アマチュア無線の今と昔
2023年3月1日掲載
連載第4回目になります。今回は電波行政(といえば聞こえがいいですが、要するにライセンス関係です)について、昔と今で変わったところ、変わっていないところ、カムバックハムの目線で考察してみたいと思います。
私が開局した頃の国家試験は、関東地方では受験会場は1箇所だけでした。まあ、今でも1アマや2アマは1箇所なので、昔から変わっていないですが・・・。とはいえ、年に3回開催され、しかも1日で終わるので、そういった意味での敷居は低くなったと思います。

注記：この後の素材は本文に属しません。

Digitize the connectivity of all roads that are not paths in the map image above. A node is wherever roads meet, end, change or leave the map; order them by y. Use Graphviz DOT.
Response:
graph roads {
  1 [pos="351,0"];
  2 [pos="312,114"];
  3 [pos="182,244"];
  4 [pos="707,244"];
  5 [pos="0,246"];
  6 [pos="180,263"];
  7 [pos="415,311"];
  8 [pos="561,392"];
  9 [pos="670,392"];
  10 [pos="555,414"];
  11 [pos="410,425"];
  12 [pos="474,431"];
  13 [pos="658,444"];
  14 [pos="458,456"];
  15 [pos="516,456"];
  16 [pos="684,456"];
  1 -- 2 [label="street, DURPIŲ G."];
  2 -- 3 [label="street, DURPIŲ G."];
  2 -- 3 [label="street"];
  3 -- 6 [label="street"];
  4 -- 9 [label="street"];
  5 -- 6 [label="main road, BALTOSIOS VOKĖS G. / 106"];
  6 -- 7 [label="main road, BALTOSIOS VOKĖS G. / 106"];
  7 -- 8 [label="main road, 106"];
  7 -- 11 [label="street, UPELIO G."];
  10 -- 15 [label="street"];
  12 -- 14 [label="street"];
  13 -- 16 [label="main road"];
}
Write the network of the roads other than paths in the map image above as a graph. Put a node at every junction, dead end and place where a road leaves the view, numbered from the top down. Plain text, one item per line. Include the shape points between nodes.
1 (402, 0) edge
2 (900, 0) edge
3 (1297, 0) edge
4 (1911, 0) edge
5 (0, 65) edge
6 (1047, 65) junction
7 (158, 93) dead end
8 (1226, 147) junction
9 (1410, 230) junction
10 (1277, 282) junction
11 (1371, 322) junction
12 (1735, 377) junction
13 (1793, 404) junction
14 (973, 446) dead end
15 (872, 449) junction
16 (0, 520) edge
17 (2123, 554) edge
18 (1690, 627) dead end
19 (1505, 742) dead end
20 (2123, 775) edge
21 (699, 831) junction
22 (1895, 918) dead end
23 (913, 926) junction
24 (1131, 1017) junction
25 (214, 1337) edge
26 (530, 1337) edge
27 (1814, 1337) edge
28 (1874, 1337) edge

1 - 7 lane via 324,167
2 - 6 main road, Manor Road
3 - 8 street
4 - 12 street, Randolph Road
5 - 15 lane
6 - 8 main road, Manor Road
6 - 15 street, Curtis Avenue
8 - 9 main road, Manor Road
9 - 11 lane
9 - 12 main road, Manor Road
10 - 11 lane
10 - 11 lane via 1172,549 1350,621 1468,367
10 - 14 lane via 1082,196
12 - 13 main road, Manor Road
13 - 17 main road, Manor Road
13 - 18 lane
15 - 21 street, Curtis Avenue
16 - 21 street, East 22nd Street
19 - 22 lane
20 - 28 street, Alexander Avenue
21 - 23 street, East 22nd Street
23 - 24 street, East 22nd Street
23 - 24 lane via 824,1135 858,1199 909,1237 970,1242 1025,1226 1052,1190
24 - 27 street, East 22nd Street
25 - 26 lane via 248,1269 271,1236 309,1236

中でも3アマ、4アマは、CBT方式の採用で、受験できる場所が格段に広がりました。私が住んでいる神奈川県でも13箇所あります。このおかげで、気軽に受験することが可能になりました。でも、その割にはアマチュア無線人口が増えていないですけど・・・。
この記事をお読みの方は、あまり関係ないかも知れませんが、周りの方にぜひお勧めしてください!
公益財団法人 日本無線協会 https://www.nichimu.or.jp/
CBTS 受験者専用サイト https://cbt-s.com/examinee/
近場の受験会場でパソコンを使い受験できるようになった(イメージ画像)
3アマ、4アマの取得が容易になっただけじゃありません。今や2アマも講習会で取得できる時代です。しかも、自分のペースで学習できるeラーニングで受講できるので、忙しい方や自信のない方でも、資格取得が身近になったと思います。

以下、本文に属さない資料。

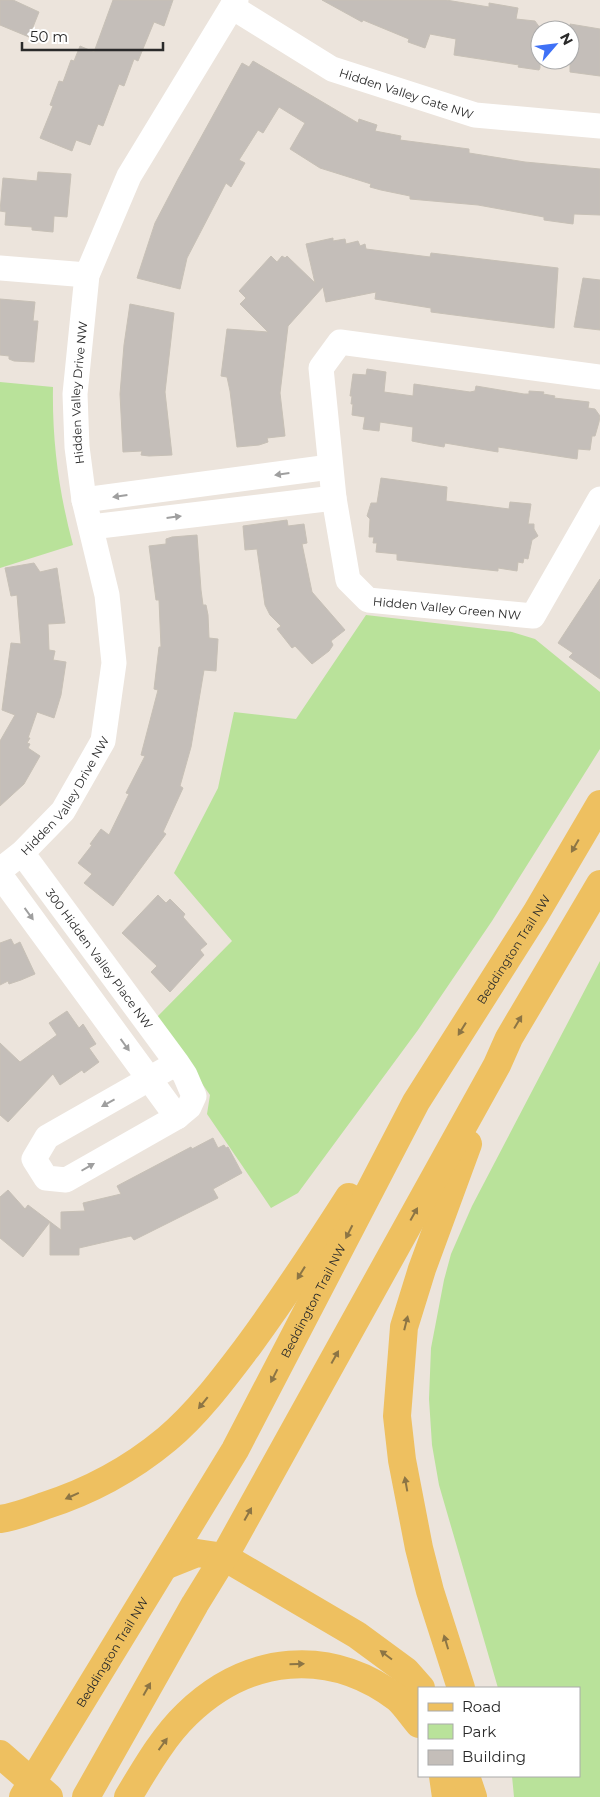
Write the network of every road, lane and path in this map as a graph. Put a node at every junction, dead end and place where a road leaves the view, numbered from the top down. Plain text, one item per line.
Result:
1 (234, 3) edge
2 (600, 126) edge
3 (0, 268) edge
4 (87, 275) junction
5 (600, 376) edge
6 (330, 467) junction
7 (334, 498) junction
8 (600, 499) edge
9 (84, 500) junction
10 (90, 527) junction
11 (600, 804) edge
12 (22, 853) junction
13 (0, 870) edge
14 (0, 875) edge
15 (600, 884) edge
16 (177, 1063) junction
17 (496, 1065) junction
18 (151, 1080) junction
19 (416, 1102) junction
20 (177, 1117) junction
21 (0, 1519) edge
22 (224, 1557) junction
23 (167, 1565) junction
24 (420, 1687) edge
25 (461, 1687) edge
26 (418, 1723) edge
27 (0, 1754) edge
28 (41, 1767) junction
29 (0, 1774) edge
30 (443, 1777) edge
31 (466, 1777) edge
32 (479, 1777) edge
33 (132, 1791) edge
34 (5, 1797) edge
35 (24, 1797) edge
36 (49, 1797) edge
37 (86, 1797) edge
38 (446, 1797) edge
39 (473, 1797) edge
40 (477, 1797) edge

1 - 2 street, Hidden Valley Gate NW
1 - 4 street, Hidden Valley Drive NW
3 - 4 street
4 - 9 street, Hidden Valley Drive NW
5 - 6 street, Hidden Valley Green NW
6 - 7 street, Hidden Valley Green NW
6 -> 9 street
7 - 8 street, Hidden Valley Green NW
10 -> 7 street
9 - 10 street, Hidden Valley Drive NW
10 - 12 street, Hidden Valley Drive NW
11 -> 19 main road, Beddington Trail NW
12 - 13 street, Hidden Valley Drive NW
12 - 16 street, 300 Hidden Valley Place NW
14 -> 18 street
17 -> 15 main road
16 - 18 street, 300 Hidden Valley Place NW
16 - 20 street, 300 Hidden Valley Place NW
22 -> 17 main road
25 -> 17 main road
18 - 20 street
18 -> 20 street, 300 Hidden Valley Place NW
19 -> 21 main road
19 -> 23 main road, Beddington Trail NW
22 - 23 main road
24 -> 22 main road
37 -> 22 main road
23 - 28 main road, Beddington Trail NW
33 -> 26 main road
27 - 36 main road
28 - 34 main road
28 - 35 main road, Beddington Trail NW
29 - 35 main road
30 - 38 main road
31 - 39 main road
32 - 40 main road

講習会はJARDが実施しています。最後の修了試験は、上記と同じCBT方式になります。このような資格取得が容易になったせいか、4アマでHF帯を運用されている方が少なくなったような気がします。逆に、スロースピードのCW運用者が多くなっているようにも感じますし、10MHzバンドを7MHzバンドの延長みたいな感じで運用されている方も多くなりました。カムバック組の皆さんも、ぜひ2アマまでは取得して、運用を楽しまれてはいかがでしょうか?
一般財団法人 日本アマチュア無線振興協会 https://www.jard.or.jp/
2アマも講習会で取得できるようになった(イメージ画像)
ずいぶんと前に1アマから和文がなくなったとは聞いていましたが、いまや電気通信術自体がなくなってしまいました。
問題用紙に「・-」と書いてあれば「A」、「C」と書いてあれば「―・―・」といったモールス符号と文字の連携が取れればOKとなりました(実際は文章で出題されます)。そのせいかどうかわかりませんが、実際にオンエアされているCWの通信スピードが遅くなったような気がします。
試験は法規の中に組み込まれました。しかも記述ではなく選択式なので、普段、CWで運用されている方であれば、間違いなく、この部分は満点取れます。賛否はあると思いますが、上級ハムへの道が緩和されたように思います。しかも、1アマ/2アマの国家試験は、年に3回、しかも週末に実施されるようになり、仕事の都合とかで受検が難しかった方にも門戸が広がった感じです。
現在、アマチュア無線に限れば、和文がまったく出来なくても、1アマが取得できる時代ですが、3.5MHzとか7MHz、144MHzには、和文の達人のOMがたくさんQRVされていますね。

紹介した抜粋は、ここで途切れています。